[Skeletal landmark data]
══════════
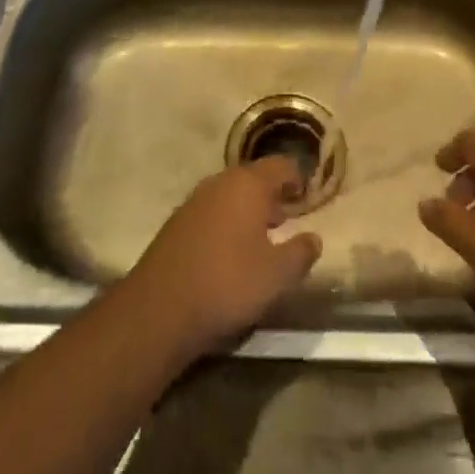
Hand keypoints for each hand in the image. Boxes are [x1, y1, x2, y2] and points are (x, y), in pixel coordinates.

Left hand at [123, 157, 322, 359]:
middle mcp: (220, 182)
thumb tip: (314, 238)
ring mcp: (194, 200)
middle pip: (253, 178)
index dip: (296, 179)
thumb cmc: (228, 283)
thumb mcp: (276, 275)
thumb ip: (301, 253)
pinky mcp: (177, 222)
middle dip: (271, 195)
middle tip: (286, 218)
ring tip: (261, 238)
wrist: (160, 307)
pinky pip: (211, 211)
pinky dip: (226, 222)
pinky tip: (230, 251)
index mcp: (248, 184)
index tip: (306, 196)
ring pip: (230, 194)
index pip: (280, 166)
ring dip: (247, 210)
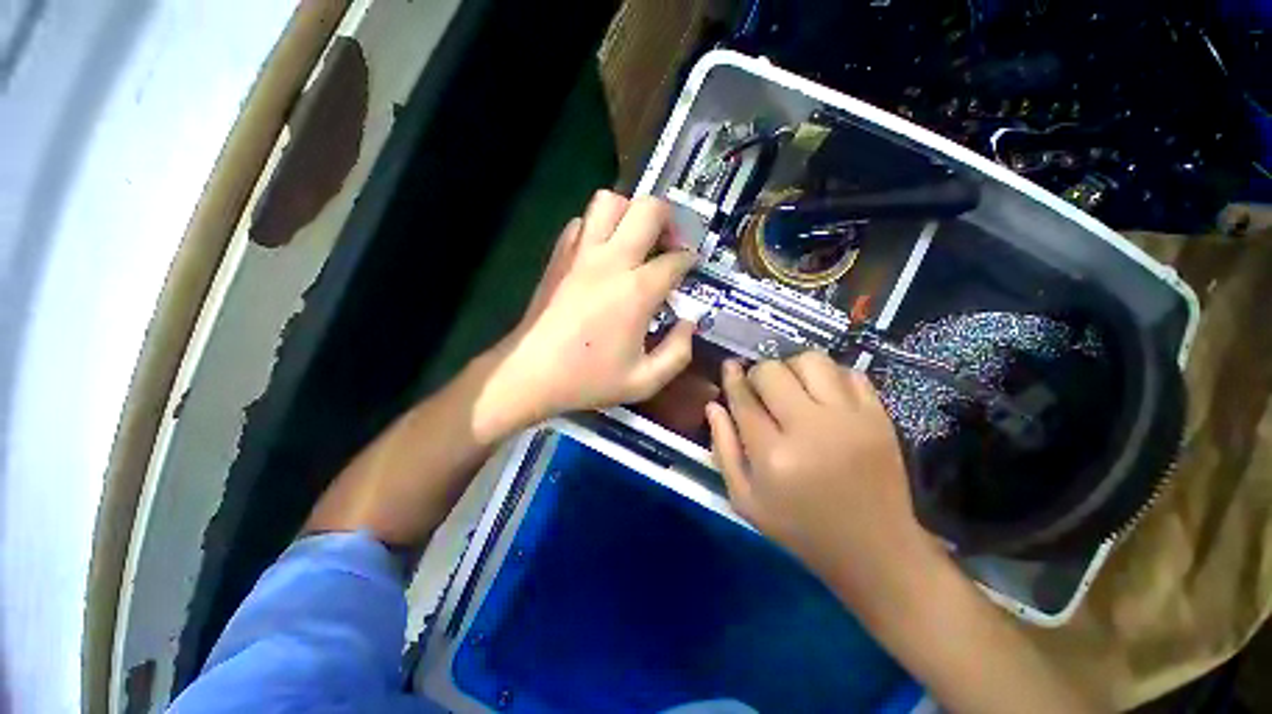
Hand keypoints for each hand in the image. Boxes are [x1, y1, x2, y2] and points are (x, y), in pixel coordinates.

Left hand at [475, 191, 696, 438]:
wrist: (529, 373)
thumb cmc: (587, 379)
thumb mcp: (644, 381)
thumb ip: (678, 352)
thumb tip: (689, 322)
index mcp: (636, 291)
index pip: (675, 258)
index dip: (690, 260)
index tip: (691, 268)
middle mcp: (610, 260)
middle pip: (648, 208)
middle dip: (669, 219)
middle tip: (670, 244)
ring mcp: (580, 252)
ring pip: (610, 201)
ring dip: (631, 213)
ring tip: (637, 240)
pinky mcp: (559, 255)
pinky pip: (583, 221)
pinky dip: (600, 226)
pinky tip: (605, 253)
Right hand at [705, 352, 938, 597]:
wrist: (874, 550)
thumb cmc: (800, 529)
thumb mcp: (745, 500)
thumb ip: (723, 449)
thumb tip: (714, 405)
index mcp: (773, 456)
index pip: (744, 399)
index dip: (732, 378)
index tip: (729, 367)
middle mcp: (811, 429)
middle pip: (773, 371)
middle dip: (758, 374)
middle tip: (760, 388)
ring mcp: (850, 419)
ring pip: (811, 361)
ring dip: (792, 367)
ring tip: (792, 386)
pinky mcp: (879, 416)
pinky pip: (849, 372)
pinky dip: (829, 375)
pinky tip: (823, 394)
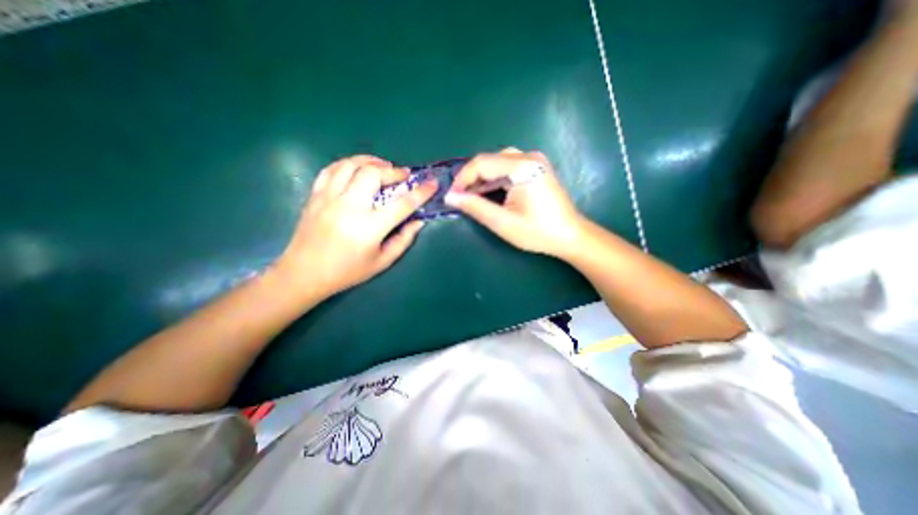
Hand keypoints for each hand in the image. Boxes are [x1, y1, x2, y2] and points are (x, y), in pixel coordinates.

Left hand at [271, 154, 436, 296]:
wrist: (304, 273)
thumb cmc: (347, 271)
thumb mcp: (382, 262)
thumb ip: (403, 240)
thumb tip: (418, 221)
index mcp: (370, 227)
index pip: (402, 204)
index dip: (421, 192)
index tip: (432, 183)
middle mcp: (350, 207)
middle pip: (374, 174)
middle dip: (393, 171)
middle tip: (403, 176)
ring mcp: (329, 198)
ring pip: (352, 165)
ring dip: (371, 162)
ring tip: (383, 167)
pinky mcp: (315, 195)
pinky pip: (332, 169)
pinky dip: (348, 164)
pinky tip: (357, 169)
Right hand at [447, 147, 586, 259]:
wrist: (570, 235)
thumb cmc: (538, 232)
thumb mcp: (502, 222)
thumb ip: (475, 207)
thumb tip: (450, 196)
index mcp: (522, 166)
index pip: (481, 163)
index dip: (463, 178)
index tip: (452, 195)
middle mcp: (529, 156)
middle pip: (489, 160)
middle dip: (472, 179)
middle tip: (461, 198)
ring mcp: (535, 160)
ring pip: (498, 163)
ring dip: (483, 179)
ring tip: (472, 197)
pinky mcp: (537, 168)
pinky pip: (509, 167)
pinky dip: (495, 179)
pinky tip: (490, 192)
══════════
[Required work] Only the lines from the start of the records to the one containing "thumb mcp: (276, 275)" should be repeated, exactly and with both ends kept; drop any pictures.

[Solved problem]
Hand keypoints for each hand in the image. Boxes are [x1, y1, x2, y2] and points are (x, y), in pixel coordinates.

Left hand at [123, 157, 322, 359]:
middle mcp: (220, 182)
thumb tip: (314, 238)
ring mcp: (194, 200)
middle pip: (253, 178)
index dip: (296, 179)
thumb cmc: (228, 283)
thumb mcp: (276, 275)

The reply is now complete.